[Opening Entries provided section]

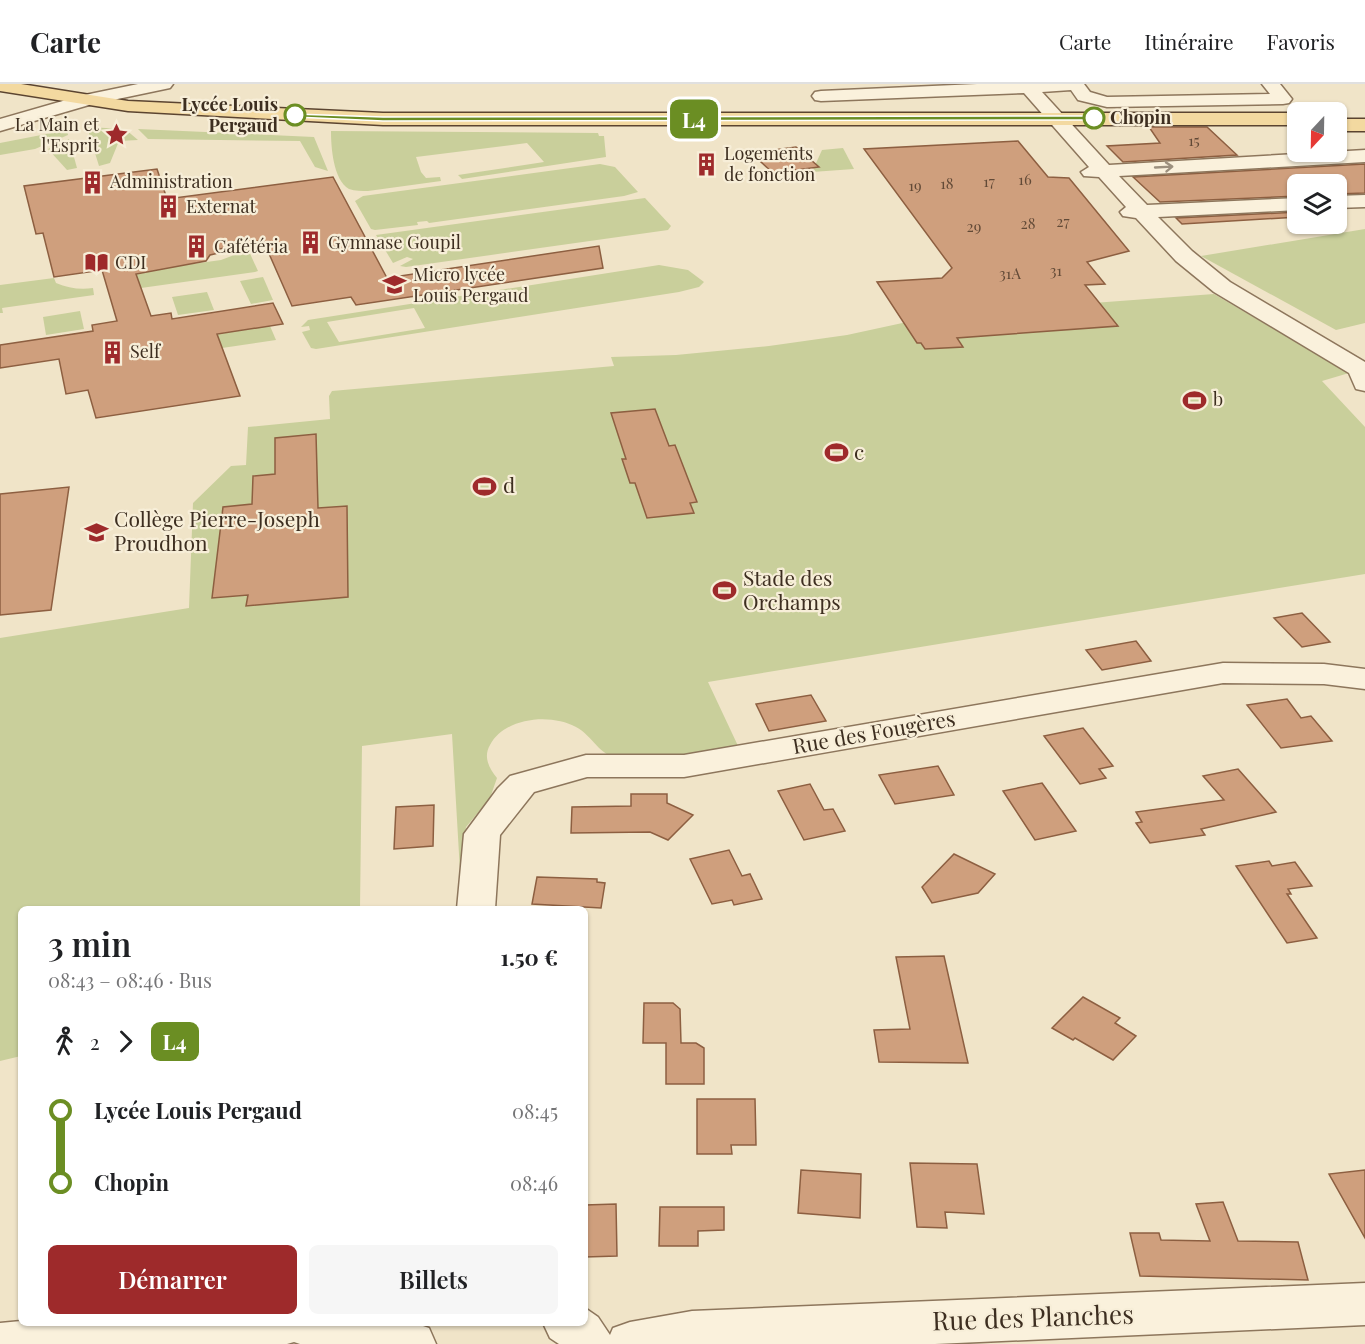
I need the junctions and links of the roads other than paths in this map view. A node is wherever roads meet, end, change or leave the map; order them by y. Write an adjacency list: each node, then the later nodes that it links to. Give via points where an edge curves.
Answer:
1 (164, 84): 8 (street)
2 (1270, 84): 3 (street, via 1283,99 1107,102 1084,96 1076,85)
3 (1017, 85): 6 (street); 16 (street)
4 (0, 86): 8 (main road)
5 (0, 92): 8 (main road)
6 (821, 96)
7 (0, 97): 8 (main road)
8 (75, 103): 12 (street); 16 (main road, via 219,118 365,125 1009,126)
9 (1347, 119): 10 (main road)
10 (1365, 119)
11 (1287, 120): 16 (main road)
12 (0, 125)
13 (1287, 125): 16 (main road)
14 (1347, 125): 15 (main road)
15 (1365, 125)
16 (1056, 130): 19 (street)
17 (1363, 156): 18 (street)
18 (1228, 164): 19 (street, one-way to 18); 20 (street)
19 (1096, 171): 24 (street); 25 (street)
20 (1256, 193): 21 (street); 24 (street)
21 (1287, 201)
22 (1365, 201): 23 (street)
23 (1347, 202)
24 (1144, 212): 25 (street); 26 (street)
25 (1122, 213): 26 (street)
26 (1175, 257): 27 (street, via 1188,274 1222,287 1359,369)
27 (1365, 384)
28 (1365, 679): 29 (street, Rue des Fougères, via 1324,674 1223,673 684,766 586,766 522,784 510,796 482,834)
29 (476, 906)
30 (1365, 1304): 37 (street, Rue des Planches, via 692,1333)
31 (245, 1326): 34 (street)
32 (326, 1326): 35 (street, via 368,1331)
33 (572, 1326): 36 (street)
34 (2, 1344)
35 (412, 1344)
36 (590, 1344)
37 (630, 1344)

[Closing Entries provided section]
[Opening Entries provided section]

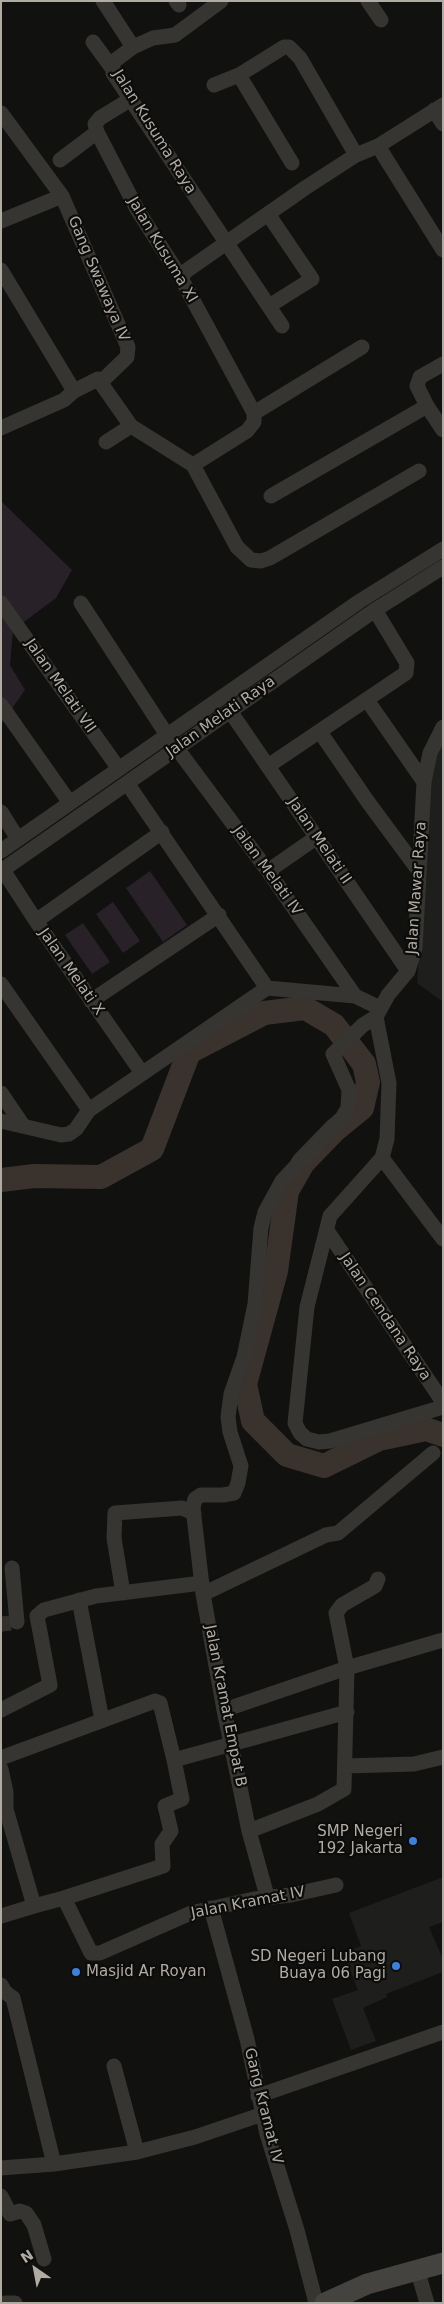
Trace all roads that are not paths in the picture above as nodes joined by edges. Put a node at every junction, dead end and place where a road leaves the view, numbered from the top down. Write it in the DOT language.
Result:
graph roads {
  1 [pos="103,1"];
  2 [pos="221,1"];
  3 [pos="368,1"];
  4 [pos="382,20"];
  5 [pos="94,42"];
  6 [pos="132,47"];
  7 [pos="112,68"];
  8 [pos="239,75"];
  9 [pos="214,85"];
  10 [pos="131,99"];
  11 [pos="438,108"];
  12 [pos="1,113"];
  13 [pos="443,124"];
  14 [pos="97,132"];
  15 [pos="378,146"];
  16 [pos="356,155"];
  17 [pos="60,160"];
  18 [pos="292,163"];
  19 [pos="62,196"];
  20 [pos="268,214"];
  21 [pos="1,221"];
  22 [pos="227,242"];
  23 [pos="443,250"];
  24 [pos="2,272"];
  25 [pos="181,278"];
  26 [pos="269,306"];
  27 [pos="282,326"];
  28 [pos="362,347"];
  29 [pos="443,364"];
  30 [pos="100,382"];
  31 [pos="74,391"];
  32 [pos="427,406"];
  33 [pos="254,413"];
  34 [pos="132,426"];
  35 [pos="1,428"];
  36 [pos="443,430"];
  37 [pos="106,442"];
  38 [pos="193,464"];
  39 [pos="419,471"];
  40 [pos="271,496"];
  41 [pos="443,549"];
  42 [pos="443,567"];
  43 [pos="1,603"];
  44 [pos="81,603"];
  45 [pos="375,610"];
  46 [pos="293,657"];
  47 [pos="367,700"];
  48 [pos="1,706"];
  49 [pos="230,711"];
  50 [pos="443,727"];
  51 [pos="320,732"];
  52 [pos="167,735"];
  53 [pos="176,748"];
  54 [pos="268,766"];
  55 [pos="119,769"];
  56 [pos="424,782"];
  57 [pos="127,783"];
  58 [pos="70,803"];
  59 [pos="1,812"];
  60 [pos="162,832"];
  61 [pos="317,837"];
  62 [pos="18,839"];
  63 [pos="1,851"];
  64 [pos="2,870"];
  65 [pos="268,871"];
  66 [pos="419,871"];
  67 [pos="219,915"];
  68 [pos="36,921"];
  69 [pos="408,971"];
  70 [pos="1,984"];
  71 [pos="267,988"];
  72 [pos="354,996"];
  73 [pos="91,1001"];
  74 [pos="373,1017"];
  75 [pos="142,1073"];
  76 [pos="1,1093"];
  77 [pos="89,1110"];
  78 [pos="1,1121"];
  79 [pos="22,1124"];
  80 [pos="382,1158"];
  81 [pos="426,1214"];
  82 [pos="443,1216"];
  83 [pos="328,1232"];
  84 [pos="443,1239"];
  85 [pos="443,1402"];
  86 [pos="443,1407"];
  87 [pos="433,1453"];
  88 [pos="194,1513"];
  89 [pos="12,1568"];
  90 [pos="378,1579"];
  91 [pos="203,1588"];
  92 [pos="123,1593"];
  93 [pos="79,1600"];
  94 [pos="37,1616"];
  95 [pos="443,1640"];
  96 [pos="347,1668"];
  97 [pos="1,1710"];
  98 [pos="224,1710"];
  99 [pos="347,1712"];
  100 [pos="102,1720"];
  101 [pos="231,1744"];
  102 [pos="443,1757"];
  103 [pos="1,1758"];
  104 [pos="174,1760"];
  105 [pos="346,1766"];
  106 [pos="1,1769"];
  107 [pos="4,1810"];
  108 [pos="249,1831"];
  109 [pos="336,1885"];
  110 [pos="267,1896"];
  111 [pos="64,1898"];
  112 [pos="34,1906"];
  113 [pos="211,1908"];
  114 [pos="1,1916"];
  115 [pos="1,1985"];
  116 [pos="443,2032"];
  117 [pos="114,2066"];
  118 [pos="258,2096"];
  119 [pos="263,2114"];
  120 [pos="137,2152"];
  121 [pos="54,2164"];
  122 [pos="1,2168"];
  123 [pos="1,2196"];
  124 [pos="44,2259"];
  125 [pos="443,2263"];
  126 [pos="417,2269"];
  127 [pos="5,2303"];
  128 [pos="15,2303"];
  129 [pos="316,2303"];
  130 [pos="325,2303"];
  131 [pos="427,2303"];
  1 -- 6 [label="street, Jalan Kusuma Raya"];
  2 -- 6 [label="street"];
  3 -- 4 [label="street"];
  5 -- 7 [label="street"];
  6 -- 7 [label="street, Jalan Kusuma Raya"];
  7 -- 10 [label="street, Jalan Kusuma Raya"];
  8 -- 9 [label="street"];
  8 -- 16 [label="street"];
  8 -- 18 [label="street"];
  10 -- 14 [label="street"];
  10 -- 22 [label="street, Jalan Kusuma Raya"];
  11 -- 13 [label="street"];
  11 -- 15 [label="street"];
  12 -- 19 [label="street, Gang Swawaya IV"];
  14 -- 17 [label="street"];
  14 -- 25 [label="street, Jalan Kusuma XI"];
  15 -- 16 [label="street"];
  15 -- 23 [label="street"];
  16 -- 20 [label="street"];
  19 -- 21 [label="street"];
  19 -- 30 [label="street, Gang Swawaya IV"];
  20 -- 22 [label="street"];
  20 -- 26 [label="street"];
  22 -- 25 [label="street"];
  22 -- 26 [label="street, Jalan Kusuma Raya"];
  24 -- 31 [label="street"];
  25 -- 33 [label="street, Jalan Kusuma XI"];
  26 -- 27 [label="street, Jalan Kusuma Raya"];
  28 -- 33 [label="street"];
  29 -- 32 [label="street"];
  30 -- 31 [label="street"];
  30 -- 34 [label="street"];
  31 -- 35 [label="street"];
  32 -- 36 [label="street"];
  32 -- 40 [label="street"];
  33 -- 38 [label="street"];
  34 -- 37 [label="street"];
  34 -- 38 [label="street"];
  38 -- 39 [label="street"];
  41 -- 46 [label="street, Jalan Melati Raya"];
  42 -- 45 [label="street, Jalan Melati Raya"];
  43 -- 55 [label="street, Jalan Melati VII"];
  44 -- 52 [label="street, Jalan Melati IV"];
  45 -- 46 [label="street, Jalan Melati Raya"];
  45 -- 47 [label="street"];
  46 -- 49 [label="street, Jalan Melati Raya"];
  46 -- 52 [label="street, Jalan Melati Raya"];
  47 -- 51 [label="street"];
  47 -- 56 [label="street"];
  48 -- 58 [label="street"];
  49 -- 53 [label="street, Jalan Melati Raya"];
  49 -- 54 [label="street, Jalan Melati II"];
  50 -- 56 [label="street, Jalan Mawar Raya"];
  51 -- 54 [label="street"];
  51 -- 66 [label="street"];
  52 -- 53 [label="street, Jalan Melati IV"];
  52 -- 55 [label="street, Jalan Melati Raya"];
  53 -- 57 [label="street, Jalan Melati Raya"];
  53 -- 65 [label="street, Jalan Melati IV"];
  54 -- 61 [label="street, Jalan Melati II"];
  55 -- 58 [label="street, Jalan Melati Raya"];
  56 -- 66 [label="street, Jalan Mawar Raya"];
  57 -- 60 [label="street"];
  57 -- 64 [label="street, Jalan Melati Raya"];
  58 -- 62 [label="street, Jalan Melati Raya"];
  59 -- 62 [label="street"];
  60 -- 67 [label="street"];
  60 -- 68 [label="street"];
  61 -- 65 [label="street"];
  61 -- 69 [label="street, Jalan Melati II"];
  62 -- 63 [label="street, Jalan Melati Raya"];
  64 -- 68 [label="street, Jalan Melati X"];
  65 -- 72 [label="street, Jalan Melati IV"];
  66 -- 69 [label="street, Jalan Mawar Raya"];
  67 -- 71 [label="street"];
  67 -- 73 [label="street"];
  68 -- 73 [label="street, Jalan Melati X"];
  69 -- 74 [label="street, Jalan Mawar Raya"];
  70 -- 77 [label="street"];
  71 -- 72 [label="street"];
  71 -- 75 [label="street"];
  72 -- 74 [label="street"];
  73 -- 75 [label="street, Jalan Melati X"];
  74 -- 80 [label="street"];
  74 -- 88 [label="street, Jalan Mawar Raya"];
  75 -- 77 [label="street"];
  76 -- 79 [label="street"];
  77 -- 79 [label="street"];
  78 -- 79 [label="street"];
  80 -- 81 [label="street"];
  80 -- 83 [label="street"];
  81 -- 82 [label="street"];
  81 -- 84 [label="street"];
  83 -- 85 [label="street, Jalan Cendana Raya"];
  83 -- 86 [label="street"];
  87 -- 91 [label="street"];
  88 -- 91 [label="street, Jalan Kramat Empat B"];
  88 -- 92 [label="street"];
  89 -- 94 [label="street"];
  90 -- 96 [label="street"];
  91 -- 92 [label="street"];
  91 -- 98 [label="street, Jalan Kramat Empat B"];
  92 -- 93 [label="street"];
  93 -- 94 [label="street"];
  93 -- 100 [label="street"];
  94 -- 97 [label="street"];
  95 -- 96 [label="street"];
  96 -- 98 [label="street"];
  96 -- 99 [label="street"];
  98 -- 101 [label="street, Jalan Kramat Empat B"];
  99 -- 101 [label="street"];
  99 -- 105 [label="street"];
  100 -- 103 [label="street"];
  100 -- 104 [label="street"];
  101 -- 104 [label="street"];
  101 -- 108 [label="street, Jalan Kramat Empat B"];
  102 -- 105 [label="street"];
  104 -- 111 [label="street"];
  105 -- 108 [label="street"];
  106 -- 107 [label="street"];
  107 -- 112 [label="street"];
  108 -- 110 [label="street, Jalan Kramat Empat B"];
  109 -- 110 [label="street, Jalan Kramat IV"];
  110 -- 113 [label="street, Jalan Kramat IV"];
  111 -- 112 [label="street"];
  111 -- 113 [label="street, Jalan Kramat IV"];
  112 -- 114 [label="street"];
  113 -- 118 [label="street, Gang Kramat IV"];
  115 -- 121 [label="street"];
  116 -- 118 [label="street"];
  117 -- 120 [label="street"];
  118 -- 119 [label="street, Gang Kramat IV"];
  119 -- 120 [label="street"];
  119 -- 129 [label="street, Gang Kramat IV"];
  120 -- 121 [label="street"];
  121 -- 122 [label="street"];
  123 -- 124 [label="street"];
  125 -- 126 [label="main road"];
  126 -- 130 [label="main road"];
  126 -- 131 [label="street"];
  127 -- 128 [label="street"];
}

[Closing Entries provided section]

Exercise goal:
Find the word "nodes" in the material, then list each line that holds it.

Solution to this task:
I need the junctions and links of the roads other than paths in this map view. A node is wherever roads meet, end, change or leave the map; order them by y. Write an adjacency list: each node, then the later nodes that it links to. Give via points where an edge curves.
Trace all roads that are not paths in the picture above as nodes joined by edges. Put a node at every junction, dead end and place where a road leaves the view, numbered from the top down. Write it in the DOT language.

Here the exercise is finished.